Defendants move to set aside the default under CCP § 473 and on equitable grounds, contending the default entered against Defendants on December 30, 2021 was in error. (Motion, 5-7.) Specifically, counsel for Defendants, Rikisha D. Thomas (“Thomas”), attests that after being retained on December 7, 2021, by Defendants, Thomas made several attempts to confer with Plaintiffs to request a ten-day extension to file an Answer. (Motion, 1-2.) Thomas further attests that on December 22, 2021, Plaintiffs sought to schedule a telephone call with Thomas on December 28 or 29, 2021, but later responded to Thomas on December 22nd that they would not provide an extension. (Id.) Thomas attests that on December 23, 2021, after checking the case summary and determining “no default had been taken, [she] immediately caused a Demurrer to Complaint to be filed.” (Motion, 3.) Thomas further attests Plaintiffs filed an amended complaint on January 28, 2022, and Defendants filed another Demurrer to the First Amended Complaint on April 8, 2022. (Id.) Thomas then contends “I believe this default was taken through extrinsic fraud and mistake, as I was contacting Plaintiff Terry Eubanks at the time and requesting an extension of time, which they in bad faith denied after they had allegedly filed a request for entry of default.” (Id.) Thomas then points to CCP § 472 and asserts that the time to respond must be calculated after service of the amended complaint. (Id.) Thomas contends, therefore, that the demurrer filed on April 8, 2022, was timely filed. (Id.)
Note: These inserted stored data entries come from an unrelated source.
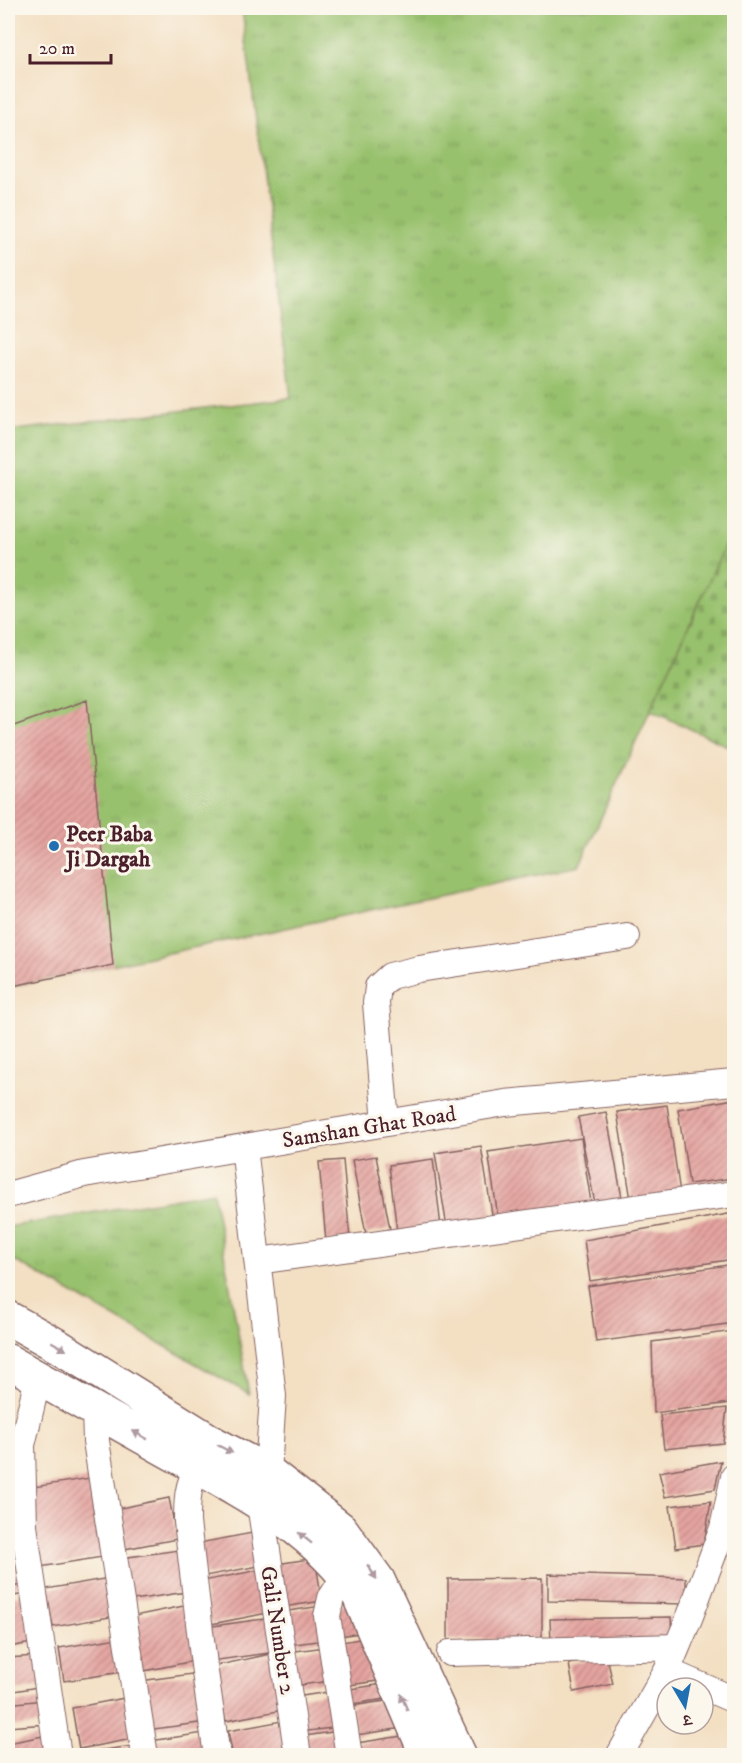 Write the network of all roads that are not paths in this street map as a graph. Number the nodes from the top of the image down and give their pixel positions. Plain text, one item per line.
1 (627, 937) dead end
2 (735, 1082) edge
3 (386, 1123) junction
4 (244, 1147) junction
5 (735, 1194) edge
6 (8, 1195) edge
7 (258, 1261) junction
8 (8, 1318) edge
9 (8, 1360) edge
10 (38, 1378) junction
11 (95, 1411) junction
12 (198, 1468) junction
13 (268, 1472) junction
14 (735, 1477) edge
15 (260, 1504) junction
16 (346, 1575) junction
17 (677, 1647) junction
18 (450, 1653) dead end
19 (667, 1671) junction
20 (735, 1700) edge
21 (58, 1755) edge
22 (146, 1755) edge
23 (217, 1755) edge
24 (298, 1755) edge
25 (349, 1755) edge
26 (427, 1755) edge
27 (460, 1755) edge
28 (620, 1755) edge

1 - 3 street
2 - 3 street, Samshan Ghat Road
3 - 4 street, Samshan Ghat Road
4 - 6 street, Samshan Ghat Road
4 - 7 street
5 - 7 street
7 - 13 street
8 -> 13 street
9 - 10 street
10 - 11 street
10 - 21 street
12 -> 11 street
11 - 22 street
12 - 15 street
12 - 23 street
13 -> 27 street
14 - 17 street
16 -> 15 street
15 - 24 street, Gali Number 2
16 - 25 street
26 -> 16 street
17 - 18 street
17 - 19 street
19 - 20 street
19 - 28 street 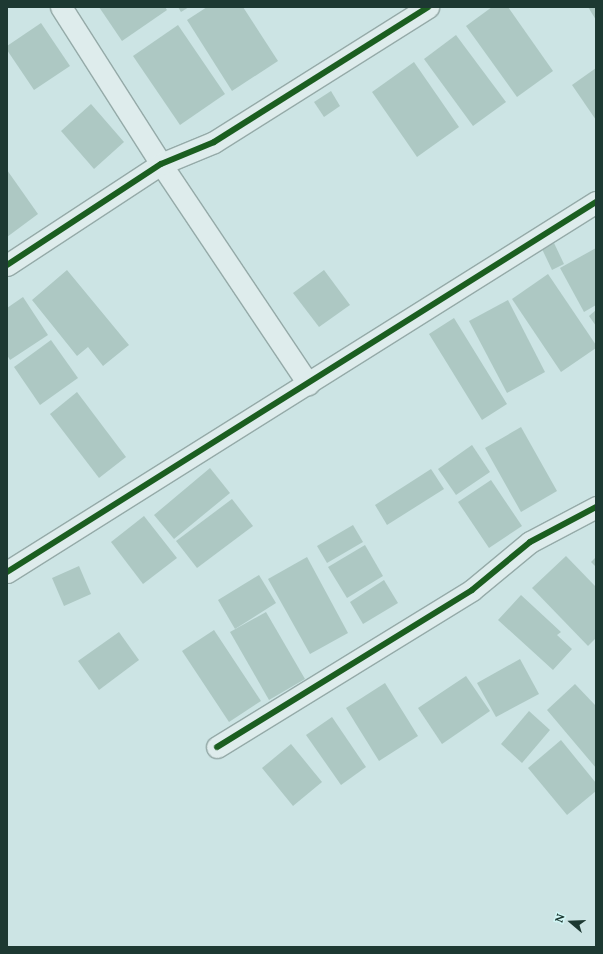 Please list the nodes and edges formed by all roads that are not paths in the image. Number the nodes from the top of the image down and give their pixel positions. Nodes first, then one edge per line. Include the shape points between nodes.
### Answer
1 (61, 7) edge
2 (428, 7) edge
3 (162, 164) junction
4 (596, 202) edge
5 (7, 265) edge
6 (308, 384) junction
7 (596, 507) edge
8 (7, 572) edge
9 (217, 748) dead end

1 - 3 street
2 - 3 street via 214,142
3 - 5 street
3 - 6 street
4 - 6 street
6 - 8 street
7 - 9 street via 530,542 472,590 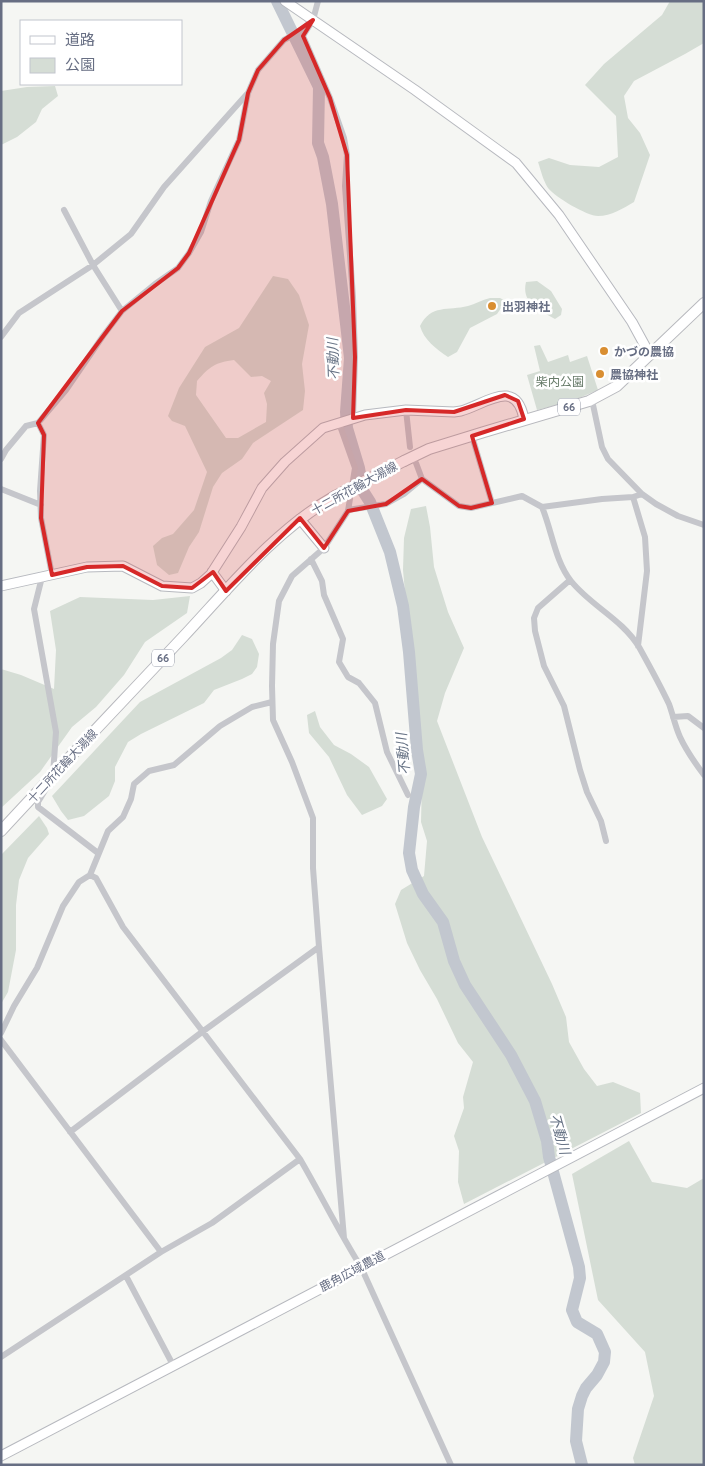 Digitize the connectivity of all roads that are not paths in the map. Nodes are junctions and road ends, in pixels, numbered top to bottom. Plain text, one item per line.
1 (318, 1) edge
2 (286, 2) edge
3 (313, 20) junction
4 (248, 93) junction
5 (64, 210) dead end
6 (93, 265) junction
7 (704, 303) edge
8 (122, 312) junction
9 (1, 337) edge
10 (650, 354) junction
11 (592, 400) junction
12 (406, 410) junction
13 (524, 419) junction
14 (346, 420) junction
15 (38, 423) junction
16 (472, 436) junction
17 (410, 447) dead end
18 (4, 448) edge
19 (1, 459) edge
20 (416, 462) dead end
21 (422, 479) junction
22 (1, 489) edge
23 (642, 494) junction
24 (633, 497) junction
25 (492, 503) junction
26 (41, 505) junction
27 (542, 507) junction
28 (348, 510) junction
29 (300, 519) junction
30 (704, 525) edge
31 (324, 548) junction
32 (311, 559) junction
33 (212, 572) junction
34 (52, 575) junction
35 (42, 577) junction
36 (570, 580) junction
37 (1, 586) edge
38 (226, 592) junction
39 (638, 646) junction
40 (272, 702) junction
41 (673, 717) junction
42 (704, 728) edge
43 (704, 775) edge
44 (52, 776) junction
45 (408, 796) dead end
46 (1, 831) edge
47 (606, 842) dead end
48 (98, 853) junction
49 (90, 875) junction
50 (318, 947) junction
51 (202, 1032) junction
52 (1, 1033) edge
53 (1, 1040) edge
54 (704, 1088) edge
55 (70, 1132) junction
56 (300, 1159) junction
57 (344, 1238) junction
58 (161, 1252) junction
59 (362, 1267) junction
60 (126, 1276) junction
61 (1, 1357) edge
62 (174, 1365) junction
63 (1, 1456) edge
64 (451, 1465) edge

1 - 3 street
2 - 3 street
3 - 4 street
3 - 10 street
3 - 14 street
4 - 6 street
4 - 8 street
5 - 6 street
6 - 8 street
6 - 9 street
7 - 10 main road, 十二所花輪大湯線 / 66
8 - 15 street
10 - 11 main road, 十二所花輪大湯線 / 66
11 - 13 main road, 十二所花輪大湯線 / 66
11 - 23 street
12 - 13 street
12 - 14 street
12 - 17 street
13 - 16 main road, 十二所花輪大湯線 / 66
14 - 28 street
14 - 33 street
15 - 18 street
15 - 26 street
16 - 25 street
16 - 29 main road, 十二所花輪大湯線 / 66, bridge
18 - 19 street
20 - 21 street
21 - 25 street
21 - 28 street
22 - 26 street
23 - 24 street
23 - 30 street
24 - 27 street
24 - 39 street
25 - 27 street
26 - 34 street
27 - 36 street
28 - 31 street
29 - 31 street
29 - 38 main road, 十二所花輪大湯線 / 66
31 - 32 street
32 - 40 street
32 - 45 street
33 - 34 street
33 - 38 street
34 - 35 street
35 - 37 street
35 - 44 street
36 - 39 street
36 - 47 street
38 - 44 main road, 十二所花輪大湯線 / 66
39 - 41 street
40 - 48 street
40 - 50 street
41 - 42 street
41 - 43 street
44 - 46 main road, 十二所花輪大湯線 / 66
44 - 48 street
48 - 49 street
49 - 51 street
49 - 52 street
50 - 51 street
50 - 57 street
51 - 55 street
51 - 56 street
53 - 55 street
54 - 59 street, 鹿角広域農道
55 - 58 street
56 - 57 street
56 - 58 street
57 - 59 street
58 - 60 street
59 - 62 street, 鹿角広域農道
59 - 64 street
60 - 61 street
60 - 62 street
62 - 63 street, 鹿角広域農道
Defendants point out that a Demurrer to the initial Complaint was filed on December 23, 2021, before a Default was entered against them on December 30, 2021. (Motion, 6-7; RJN. Exh. 5.) Defendants again correctly assert that CCP § 472(a) provides that Defendants’ time to respond was renewed after the filing of the First Amended Complaint. (Id.) Defendants claim that their counsel was in communication with Plaintiffs before a default was entered, and Plaintiffs continued with the default proceedings in spite of such communication. (Motion, 5-7; RJN. Exh. 4.) Defendants then reiterate the law’s favoring of disposition on the merits of matters, and in light of such policies, request this court to exercise its equitable powers to vacate and set aside the default entered against Defendants.

The court agrees with Defendants. Thomas’ declaration and exhibits establish that she communicated with Plaintiffs before a Default was entered against Defendants. Further, a Demurrer was filed against the initial Complaint before a default was entered against them. Lastly, after a default was entered against Defendants, Plaintiffs then filed a First Amended Complaint, which renewed Defendants’ time to file responsive pleadings. Thus, there exist several equitable grounds to grant Defendants’ requested relief and, in light of the disfavored nature of default judgments, this court finds setting aside the default will allow for a disposition of this case on the merits. Thus, Defendants’ motion is granted, and the court orders the default entered against Defendants to be vacated and set aside.  

 

Conclusion 

 

Defendants’ motion is granted, and the court orders the default entered against Defendants to be vacated and set aside.  Defendants are to give notice.